The behaviour with three and four threads is easy to explain.
I push all tasks in a Queue. Then I start all threads. The first thread ist now taking the First entry in the queue, the second thread the second element in queue and so on. If one thread finished the task, it takes the next task in queue and so on.

In the example I put 4 tasks in the queue. The tasks are identical so they take all (nearly) the same time. Now 3 threads start working. Now, when one thread finished work, it takes the last task. The two other threads are inactive in this time. So it is logical, that there is no big difference on a quadcore, between 2 and 3 threads. Only 4 threads can do all the work in one cycle.

The big deal in this programming is to split up the tasks in many subtasks, that can be processed parallel. The more tasks you have in queue, the better a multicore CPU can work.
dell_jockey
Enthusiast
Enthusiast
Posts: 767
Joined: Sat Jan 24, 2004 6:56 pm

Post by dell_jockey »

hellhound66 wrote: Are you sure you have a quadcore? :wink:
yes, Dell Precision T3400 quadcore...


with the current code I get the following:
1 thread 911 iterations
2 threads 1630 iterations
3 threads 1940 iterations
4 threads 3322 iterations

compare that to my prior test - odd, isn't it? Especially the fact that a single thread is now so much slower makes me wonder...
cheers,
dell_jockey
________
http://blog.forex-trading-ideas.com
hellhound66
Enthusiast
Enthusiast
Posts: 119
Joined: Tue Feb 21, 2006 12:37 pm

Post by hellhound66 »

Seems to be the worker tasks I used. Please check it out in 5 minutes again ^__^.
I changed the worker tasks. That's why it is "slower" know (other tasks).

/edit:
Feel free to change the task queue yourself, try it out. If there are some bugs, this is the best way to find out.
You can use different tasks as well, and there you can see that the order of tasks is important, too.
User avatar
DoubleDutch
Addict
Addict
Posts: 3220
Joined: Thu Aug 07, 2003 7:01 pm
Location: United Kingdom
Contact:

Post by DoubleDutch »

I think there may be some kind of bug when you have more than 4 cores (in a dual quad-core system = 8 cores)...

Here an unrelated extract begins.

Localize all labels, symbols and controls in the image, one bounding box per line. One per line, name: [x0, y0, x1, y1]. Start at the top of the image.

Starting process with 1 thread(s)
Iterations : 966
Starting process with 2 thread(s)
Iterations : 1873
Starting process with 3 thread(s)
Iterations : 1941
Starting process with 4 thread(s)
Iterations : 3497
Autodetecting cores..
Starting process with 8 thread(s)
Iterations : 3478


?

Looking at resources allocated overview, only 50% is used when at the 8 thread iteration - so it isn't using the cores on the 2nd cpu for some reason?
https://deluxepixel.com <- My Business website
https://reportcomplete.com <- School end of term reports system
User avatar
DoubleDutch
Addict
Addict
Posts: 3220
Joined: Thu Aug 07, 2003 7:01 pm
Location: United Kingdom
Contact:

Post by DoubleDutch »

If I change the "Game" procedure to this:

Code: Select all

Procedure Game(Cores) 
    CreateThreads(Cores) 
    PrintN("Starting process with "+Str(ThreadCount)+" thread(s)") 

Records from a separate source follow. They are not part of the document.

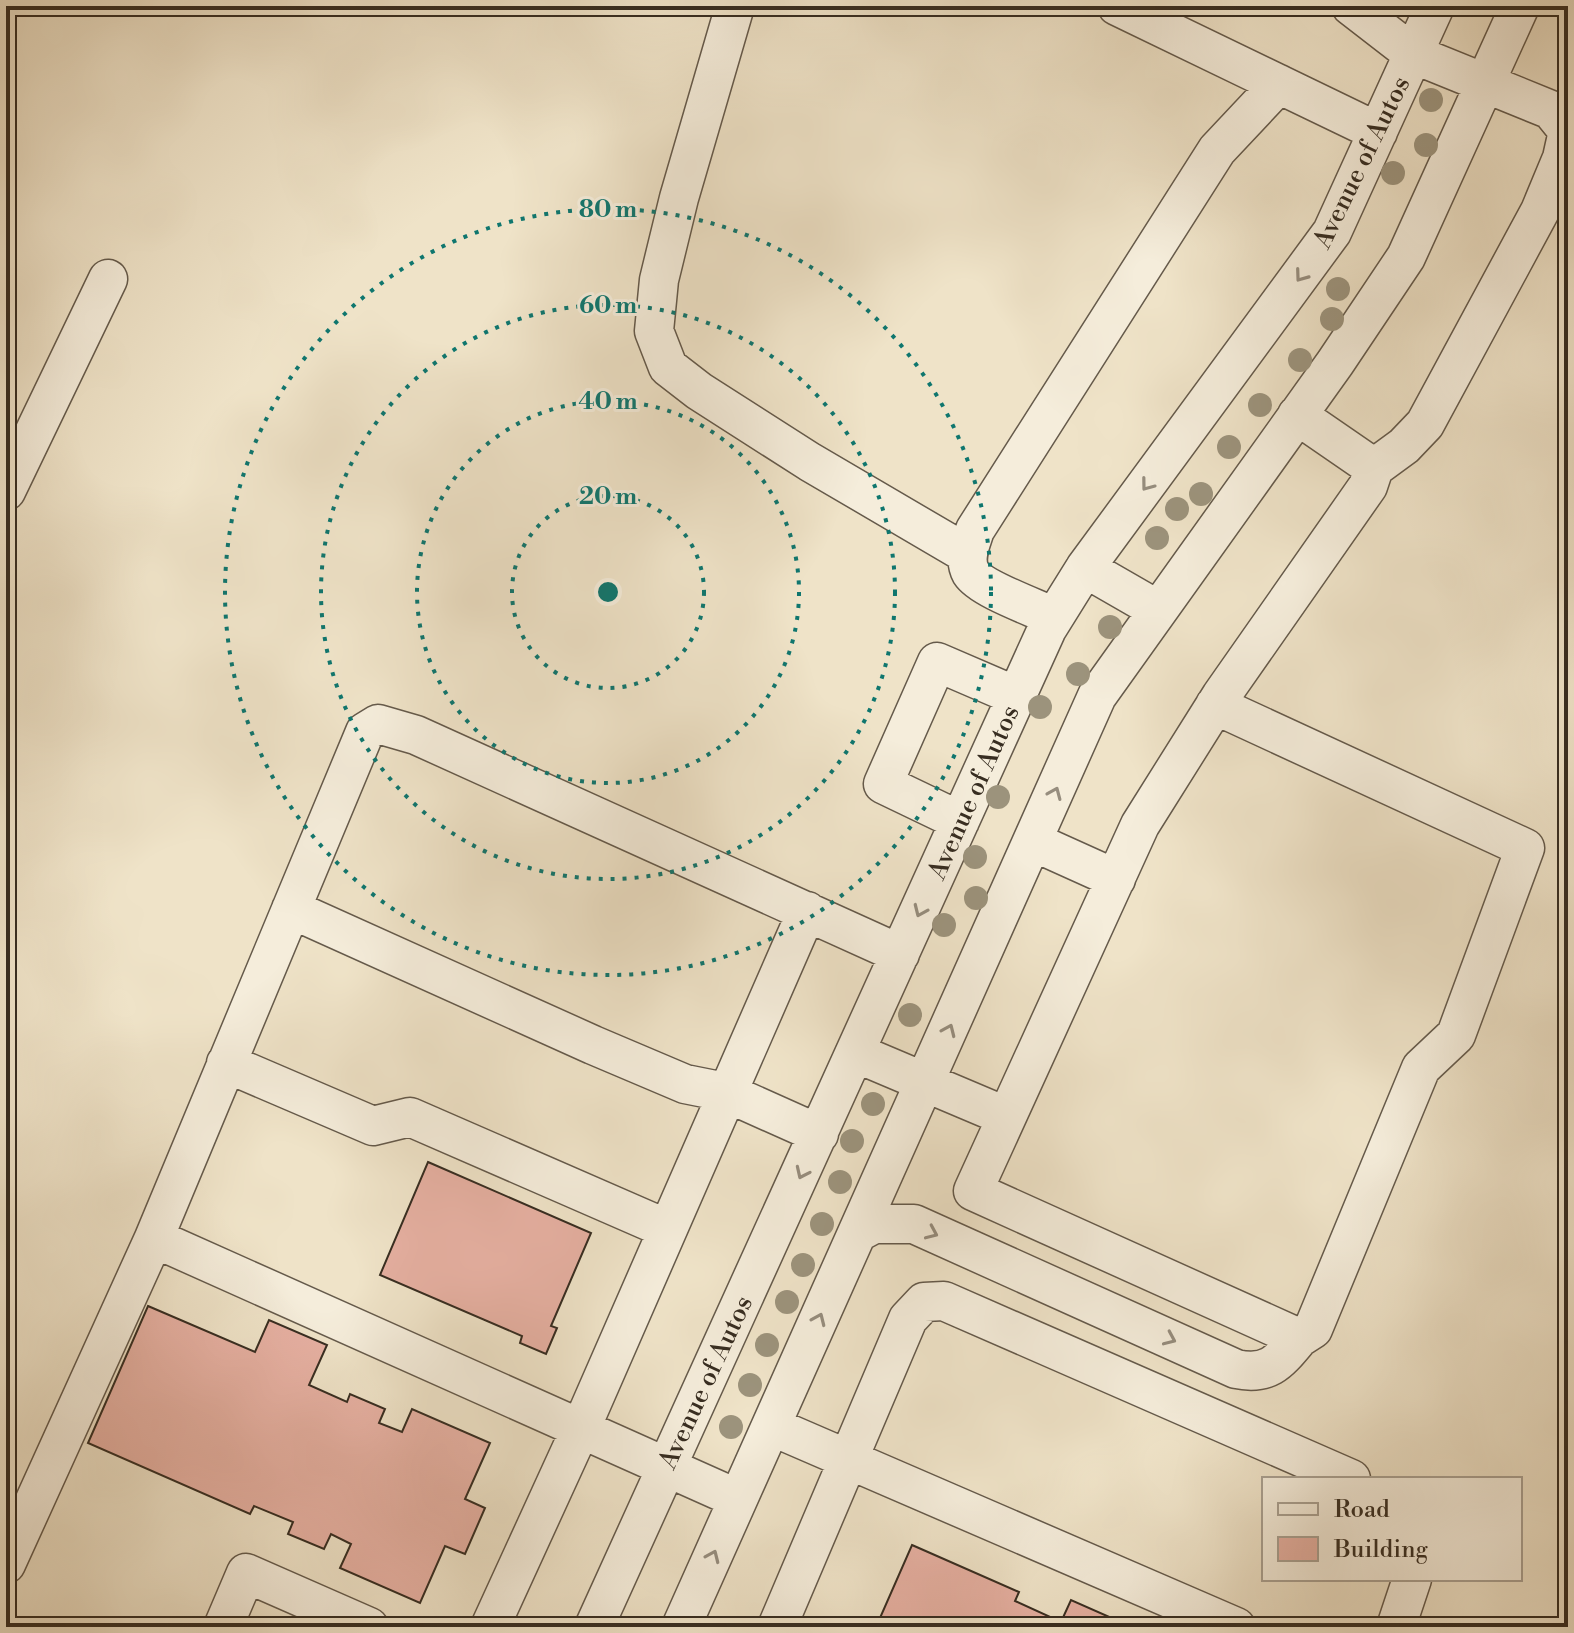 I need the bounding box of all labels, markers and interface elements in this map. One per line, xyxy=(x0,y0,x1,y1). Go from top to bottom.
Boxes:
street label: Avenue of Autos xyxy=(1306,71,1417,255)
text: 80 m xyxy=(579,195,637,225)
one-way arrow xyxy=(1296,267,1310,281)
text: 60 m xyxy=(579,291,637,321)
text: 40 m xyxy=(578,387,638,417)
one-way arrow xyxy=(1142,477,1157,491)
text: 20 m xyxy=(579,482,637,512)
centre of rings xyxy=(594,578,622,606)
street label: Avenue of Autos xyxy=(921,700,1027,885)
one-way arrow xyxy=(1045,787,1061,801)
one-way arrow xyxy=(914,902,930,917)
one-way arrow xyxy=(939,1024,955,1039)
one-way arrow xyxy=(795,1165,811,1179)
one-way arrow xyxy=(924,1223,939,1239)
street label: Avenue of Autos xyxy=(651,1291,760,1475)
one-way arrow xyxy=(810,1312,826,1327)
one-way arrow xyxy=(1161,1330,1176,1346)
legend xyxy=(1262,1477,1522,1581)
text: Road xyxy=(1334,1495,1390,1525)
text: Building xyxy=(1333,1535,1428,1565)
one-way arrow xyxy=(703,1550,719,1564)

    time.l = ElapsedMilliseconds() 
    Repeat 
        
        ;All tasks in the queue.. 
        AddWorkerQueueElement(@Dummy()) 
        AddWorkerQueueElement(@Dummy()) 
        AddWorkerQueueElement(@Dummy()) 
        AddWorkerQueueElement(@Dummy()) 
        AddWorkerQueueElement(@Dummy()) 
        AddWorkerQueueElement(@Dummy()) 
        AddWorkerQueueElement(@Dummy()) 
        AddWorkerQueueElement(@Dummy()) 
        ; Process all 
        ProcessAll() 
        
        ; The next tasks in the queue 
        AddWorkerQueueElement(@Dummy()) 
        AddWorkerQueueElement(@Dummy()) 
        AddWorkerQueueElement(@Dummy()) 
        AddWorkerQueueElement(@Dummy()) 
        AddWorkerQueueElement(@Dummy()) 
        AddWorkerQueueElement(@Dummy()) 
        AddWorkerQueueElement(@Dummy()) 
        AddWorkerQueueElement(@Dummy()) 
        ; Process both. 
        ProcessAll() 
        
        Counter+1 
    Until ElapsedMilliseconds()-time>4000 ; 2 sec. 
    
    PrintN("Iterations : "+Str(Counter)) 
    Counter = 0 
    
    EndThreads() 
EndProcedure 
I get:

Starting process with 1 thread(s)
Iterations : 489
Starting process with 2 thread(s)
Iterations : 960
Starting process with 3 thread(s)
Iterations : 1295
Starting process with 4 thread(s)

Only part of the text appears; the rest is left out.